↓↓↓

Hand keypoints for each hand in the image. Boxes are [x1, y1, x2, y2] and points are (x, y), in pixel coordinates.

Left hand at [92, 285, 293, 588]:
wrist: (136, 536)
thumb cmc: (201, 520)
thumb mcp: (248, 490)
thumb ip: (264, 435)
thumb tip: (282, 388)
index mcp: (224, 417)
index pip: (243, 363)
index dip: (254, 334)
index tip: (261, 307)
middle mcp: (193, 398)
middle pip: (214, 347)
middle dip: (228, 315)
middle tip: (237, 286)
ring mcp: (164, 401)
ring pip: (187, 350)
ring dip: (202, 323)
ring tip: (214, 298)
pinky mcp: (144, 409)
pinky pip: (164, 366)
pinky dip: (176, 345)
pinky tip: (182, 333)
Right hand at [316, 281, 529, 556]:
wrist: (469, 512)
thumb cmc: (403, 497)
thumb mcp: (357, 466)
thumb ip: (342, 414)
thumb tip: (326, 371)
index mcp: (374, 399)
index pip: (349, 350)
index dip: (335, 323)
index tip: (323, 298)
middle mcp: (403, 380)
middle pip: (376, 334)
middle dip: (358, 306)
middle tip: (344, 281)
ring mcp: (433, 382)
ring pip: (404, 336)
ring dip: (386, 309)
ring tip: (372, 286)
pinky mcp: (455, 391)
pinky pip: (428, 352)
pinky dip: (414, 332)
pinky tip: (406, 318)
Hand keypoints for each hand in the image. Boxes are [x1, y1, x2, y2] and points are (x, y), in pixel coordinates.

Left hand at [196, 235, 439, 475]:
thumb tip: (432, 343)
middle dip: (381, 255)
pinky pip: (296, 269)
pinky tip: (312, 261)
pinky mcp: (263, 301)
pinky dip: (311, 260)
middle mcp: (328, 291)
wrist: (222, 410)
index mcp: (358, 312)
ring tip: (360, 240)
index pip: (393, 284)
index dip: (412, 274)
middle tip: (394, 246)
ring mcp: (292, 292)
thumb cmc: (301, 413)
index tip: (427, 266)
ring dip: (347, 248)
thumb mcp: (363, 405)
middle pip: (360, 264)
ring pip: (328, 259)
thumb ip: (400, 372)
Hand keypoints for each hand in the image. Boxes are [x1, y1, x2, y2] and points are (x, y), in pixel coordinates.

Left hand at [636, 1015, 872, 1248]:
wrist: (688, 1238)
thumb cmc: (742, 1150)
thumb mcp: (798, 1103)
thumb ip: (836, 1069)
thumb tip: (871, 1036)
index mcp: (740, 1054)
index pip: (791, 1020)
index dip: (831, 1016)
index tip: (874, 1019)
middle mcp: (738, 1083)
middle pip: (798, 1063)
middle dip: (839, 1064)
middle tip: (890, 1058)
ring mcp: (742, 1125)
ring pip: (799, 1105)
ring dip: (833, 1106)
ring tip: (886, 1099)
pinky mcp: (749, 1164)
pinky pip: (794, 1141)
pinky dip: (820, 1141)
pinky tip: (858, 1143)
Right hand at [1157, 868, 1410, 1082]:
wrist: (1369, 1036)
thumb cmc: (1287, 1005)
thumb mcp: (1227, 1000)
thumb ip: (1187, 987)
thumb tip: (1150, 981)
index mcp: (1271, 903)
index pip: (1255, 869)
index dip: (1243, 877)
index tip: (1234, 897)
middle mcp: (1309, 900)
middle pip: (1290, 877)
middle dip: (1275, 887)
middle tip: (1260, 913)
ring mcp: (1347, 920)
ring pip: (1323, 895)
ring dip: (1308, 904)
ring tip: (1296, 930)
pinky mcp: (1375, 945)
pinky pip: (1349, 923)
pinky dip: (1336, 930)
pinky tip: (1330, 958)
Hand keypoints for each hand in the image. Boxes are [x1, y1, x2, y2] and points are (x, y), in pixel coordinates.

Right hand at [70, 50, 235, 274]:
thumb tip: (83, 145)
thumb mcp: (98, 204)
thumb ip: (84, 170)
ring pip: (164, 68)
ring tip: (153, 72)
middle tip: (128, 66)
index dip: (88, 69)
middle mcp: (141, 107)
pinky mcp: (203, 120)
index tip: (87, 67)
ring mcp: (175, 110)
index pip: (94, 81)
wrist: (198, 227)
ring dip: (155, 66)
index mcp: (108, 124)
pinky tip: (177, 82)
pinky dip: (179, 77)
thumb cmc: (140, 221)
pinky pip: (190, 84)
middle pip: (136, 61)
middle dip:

↑↑↑

_Try it_.
Set down each line exactly as it appears in the data.

_Final answer_.
Hand keypoints for each hand in the image. Boxes are [x1, y1, x2, y2] and points are (x, y), in pixel coordinates.

Left hand at [92, 285, 293, 588]:
wrist: (136, 536)
thumb cmc: (201, 520)
thumb mcp: (248, 490)
thumb ip: (264, 435)
thumb tip: (282, 388)
index mcp: (224, 417)
index pip: (243, 363)
index dip: (254, 334)
index tip: (261, 307)
middle mcp: (193, 398)
middle pip: (214, 347)
middle dip: (228, 315)
middle tip: (237, 286)
ring mcp: (164, 401)
ring pip: (187, 350)
ring dip: (202, 323)
ring tip: (214, 298)
pinky mcp: (144, 409)
pinky pip: (164, 366)
pinky dip: (176, 345)
pinky tip: (182, 333)
Right hand at [316, 281, 529, 556]:
wrist: (469, 512)
thumb cmc: (403, 497)
thumb mcp: (357, 466)
thumb ip: (342, 414)
thumb tip: (326, 371)
index mcp: (374, 399)
index pip: (349, 350)
index dip: (335, 323)
index tip: (323, 298)
middle mcp: (403, 380)
middle pip: (376, 334)
middle dip: (358, 306)
middle tip: (344, 281)
ring mcp: (433, 382)
ring pip: (404, 336)
ring dip: (386, 309)
ring tip: (372, 286)
pinky mcp: (455, 391)
pinky pip: (428, 352)
pinky dip: (414, 332)
pinky tip: (406, 318)
Hand keypoints for each hand in the image. Boxes are [x1, y1, x2, y2] and points are (x, y), in pixel coordinates.

Left hand at [196, 235, 439, 475]:
thumb tip: (432, 343)
middle dip: (381, 255)
pinky pip: (296, 269)
pinky tip: (312, 261)
pinky mcp: (263, 301)
pinky dip: (311, 260)
middle mcp: (328, 291)
wrist: (222, 410)
index mcp: (358, 312)
ring tip: (360, 240)
index pip: (393, 284)
index dip: (412, 274)
middle tip: (394, 246)
ring mcp: (292, 292)
thumb cmc: (301, 413)
index tip: (427, 266)
ring dip: (347, 248)
thumb mcp: (363, 405)
middle pip: (360, 264)
ring pip: (328, 259)
thumb ip: (400, 372)
Hand keypoints for each hand in the image. Boxes are [x1, y1, x2, y2] and points are (x, y), in pixel coordinates.

Left hand at [636, 1015, 872, 1248]:
wrist: (688, 1238)
thumb cmc: (742, 1150)
thumb mcp: (798, 1103)
thumb ip: (836, 1069)
thumb tip: (871, 1036)
index mcp: (740, 1054)
index pip: (791, 1020)
index dip: (831, 1016)
index tip: (874, 1019)
middle mcp: (738, 1083)
middle pip: (798, 1063)
middle dip: (839, 1064)
middle tip: (890, 1058)
ring mcp: (742, 1125)
ring pip: (799, 1105)
ring dip: (833, 1106)
ring tip: (886, 1099)
pinky mcp: (749, 1164)
pinky pip: (794, 1141)
pinky dip: (820, 1141)
pinky tip: (858, 1143)
Right hand at [1157, 868, 1410, 1082]:
wrist: (1369, 1036)
thumb cmc: (1287, 1005)
thumb mcp: (1227, 1000)
thumb ip: (1187, 987)
thumb tip: (1150, 981)
index mcp: (1271, 903)
index pip: (1255, 869)
index dip: (1243, 877)
index tip: (1234, 897)
middle mcp: (1309, 900)
middle pip: (1290, 877)
middle dip: (1275, 887)
middle tip: (1260, 913)
ring mcp: (1347, 920)
ring pip: (1323, 895)
ring dip: (1308, 904)
ring tip: (1296, 930)
pinky mcp: (1375, 945)
pinky pip: (1349, 923)
pinky dip: (1336, 930)
pinky tip: (1330, 958)
Hand keypoints for each hand in the image. Boxes are [x1, y1, x2, y2] and points are (x, y), in pixel coordinates.

Right hand at [70, 50, 235, 274]:
thumb tip: (83, 145)
thumb mcp: (98, 204)
thumb ip: (84, 170)
ring pip: (164, 68)
ring tip: (153, 72)
middle tip: (128, 66)
index dip: (88, 69)
middle mcp: (141, 107)
pinky mcp: (203, 120)
index tip: (87, 67)
ring mcp: (175, 110)
index pip: (94, 81)
wrist: (198, 227)
ring dip: (155, 66)
index mcp: (108, 124)
pinky tip: (177, 82)
pinky dip: (179, 77)
thumb cmc: (140, 221)
pinky pip: (190, 84)
middle pip: (136, 61)
middle dip:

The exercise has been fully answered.